Regarding employment, new solar power generation capacities are exceptionally valuable as solar is the most job-intensive among low carbon and renewable energy technologies, highlights the reports, mentioning in particular rooftop solar, which creates 5- 7 times more construction jobs than any new centralised power plants. The top solar employers in 2021 were again Poland, Germany, Spain, the Netherlands – the EU’s leading solar PV markets, with rooftop solar mostly dominating their national installation landscape.
In 2022, solar jobs are anticipated to grow to 14% annually to 530,000 FTEs if the EU installs 34 GW solar, as predicted in the medium scenario, but if installations grow to 40 GW under the report’s high scenario, it would mean 30% YoY growth in solar jobs to 606,000.
Even as SPE expects EU to install between 34 GW to 40 GW of new capacity addition with up to 42% annual growth for the bloc in 2022 going by the demand in times of skyrocketing power and gas prices, the writers point at permitting challenges and supply chain issues acting as bottlenecks along with a severe lack of installers.

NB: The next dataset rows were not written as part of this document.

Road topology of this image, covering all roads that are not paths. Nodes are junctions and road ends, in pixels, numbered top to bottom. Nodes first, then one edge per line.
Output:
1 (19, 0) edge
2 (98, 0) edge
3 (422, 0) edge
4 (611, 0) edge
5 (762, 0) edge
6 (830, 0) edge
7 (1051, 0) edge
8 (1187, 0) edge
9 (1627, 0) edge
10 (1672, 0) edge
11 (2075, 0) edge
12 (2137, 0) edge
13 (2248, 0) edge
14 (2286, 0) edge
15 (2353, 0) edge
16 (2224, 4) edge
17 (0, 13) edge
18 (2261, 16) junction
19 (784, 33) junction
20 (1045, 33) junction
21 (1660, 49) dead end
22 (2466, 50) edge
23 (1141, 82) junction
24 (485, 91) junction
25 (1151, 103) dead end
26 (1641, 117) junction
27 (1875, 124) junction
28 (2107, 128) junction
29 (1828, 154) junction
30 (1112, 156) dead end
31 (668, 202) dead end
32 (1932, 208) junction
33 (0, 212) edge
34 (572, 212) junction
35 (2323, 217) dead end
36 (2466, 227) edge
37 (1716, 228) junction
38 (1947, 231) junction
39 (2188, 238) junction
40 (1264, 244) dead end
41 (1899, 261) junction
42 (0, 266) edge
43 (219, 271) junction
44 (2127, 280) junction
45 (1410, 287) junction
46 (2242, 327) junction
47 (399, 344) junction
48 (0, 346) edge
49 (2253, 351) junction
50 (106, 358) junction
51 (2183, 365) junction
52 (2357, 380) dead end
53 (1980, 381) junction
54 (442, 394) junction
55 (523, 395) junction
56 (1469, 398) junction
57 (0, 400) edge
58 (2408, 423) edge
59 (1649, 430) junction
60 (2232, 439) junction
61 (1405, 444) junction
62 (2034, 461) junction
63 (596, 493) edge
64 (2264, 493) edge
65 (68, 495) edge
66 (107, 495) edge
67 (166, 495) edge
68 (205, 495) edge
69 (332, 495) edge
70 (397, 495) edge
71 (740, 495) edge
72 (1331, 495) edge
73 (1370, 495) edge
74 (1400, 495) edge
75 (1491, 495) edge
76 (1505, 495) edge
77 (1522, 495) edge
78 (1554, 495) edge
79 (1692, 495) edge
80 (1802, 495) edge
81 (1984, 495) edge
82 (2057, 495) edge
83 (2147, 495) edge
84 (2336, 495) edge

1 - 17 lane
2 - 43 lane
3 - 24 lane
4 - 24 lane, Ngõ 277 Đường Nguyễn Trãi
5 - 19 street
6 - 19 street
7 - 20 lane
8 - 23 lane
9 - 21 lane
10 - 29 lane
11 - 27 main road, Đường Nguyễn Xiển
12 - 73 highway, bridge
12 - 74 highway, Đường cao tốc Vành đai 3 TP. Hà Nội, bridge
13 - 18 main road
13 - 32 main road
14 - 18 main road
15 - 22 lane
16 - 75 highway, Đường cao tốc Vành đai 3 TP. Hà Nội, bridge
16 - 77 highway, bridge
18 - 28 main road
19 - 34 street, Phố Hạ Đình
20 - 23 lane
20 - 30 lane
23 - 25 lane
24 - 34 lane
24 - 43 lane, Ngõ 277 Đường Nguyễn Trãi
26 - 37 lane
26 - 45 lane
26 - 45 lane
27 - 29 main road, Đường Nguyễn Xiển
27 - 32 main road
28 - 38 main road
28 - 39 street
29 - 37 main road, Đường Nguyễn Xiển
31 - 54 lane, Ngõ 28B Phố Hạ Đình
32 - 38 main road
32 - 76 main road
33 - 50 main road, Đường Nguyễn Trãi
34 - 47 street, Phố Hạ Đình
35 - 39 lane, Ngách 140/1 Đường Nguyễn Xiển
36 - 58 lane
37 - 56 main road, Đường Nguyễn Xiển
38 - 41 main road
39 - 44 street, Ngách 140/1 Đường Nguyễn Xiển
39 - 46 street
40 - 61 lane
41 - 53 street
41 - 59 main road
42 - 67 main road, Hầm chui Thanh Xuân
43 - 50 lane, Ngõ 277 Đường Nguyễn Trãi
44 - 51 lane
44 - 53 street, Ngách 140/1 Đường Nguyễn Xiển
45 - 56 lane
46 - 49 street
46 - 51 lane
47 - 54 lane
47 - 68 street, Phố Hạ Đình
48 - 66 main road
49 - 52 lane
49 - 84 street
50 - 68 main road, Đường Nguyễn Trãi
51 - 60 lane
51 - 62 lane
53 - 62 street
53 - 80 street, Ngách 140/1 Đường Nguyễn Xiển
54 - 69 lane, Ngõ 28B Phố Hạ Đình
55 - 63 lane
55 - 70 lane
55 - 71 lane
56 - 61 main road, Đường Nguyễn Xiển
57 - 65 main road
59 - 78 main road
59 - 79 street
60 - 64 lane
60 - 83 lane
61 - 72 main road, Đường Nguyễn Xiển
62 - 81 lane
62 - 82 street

“Even where administrative barriers are resolved and solar panels are readily available, Europeans report delays of up to a year to install solar rooftop systems, and even longer if combined with battery storage or heat pumps,” emphasized SPE project lead of the report, Michael Schmela.
As EU aims to meet 750 GW DC solar target by 2030 under its REPowerEU programme, SPE analysts say the bloc to need more than 1 million solar workers in 2030 to meet the demand under its medium scenario. But in an accelerated high scenario, if the EU installed 1 TW of solar by 2030 it would translate into almost 1.5 million FTEs, 45% higher than in the REPowerEU scenario. According to SPE, 1 In fact, in the SPE high scenario, 1 million solar jobs will already be required by 2026, 4 years earlier than the REPowerEU target.
“Solar skills will remain hugely employable, and a key opportunity for national governments and regional authorities across Europe in the years to come. Now we must rise to the challenge, and ensure we have the skills and workers to deliver Europe’s energy security and climate goals,” added Hemetsberger.
The report writers recommend a set of policy measures that can help create and sustain the momentum for solar jobs in the EU. These recommendations range from member states devising and implementing enabling framework to upskill and train the workforce, mandating rooftop solar systems to create local employment opportunities and reshoring EU manufacturing capacity in line with the Solar PV Industry Alliance. The report also recommends the European Commission to advance with its new Solar Skills Partnerships on priority.
The detailed report can be viewed and downloaded from SPE’s website for free.
SolarPower Europe’s EU Solar Jobs Report is built and modelled in-house and is published annually to analyse the development of direct and indirect employment in a sector producing. In the report’s previous edition, SPE was demanding the EU to raise its renewable energy ambition to unlock 1.1 million EU solar jobs by 2030 (see EU Solar Jobs Report 2021).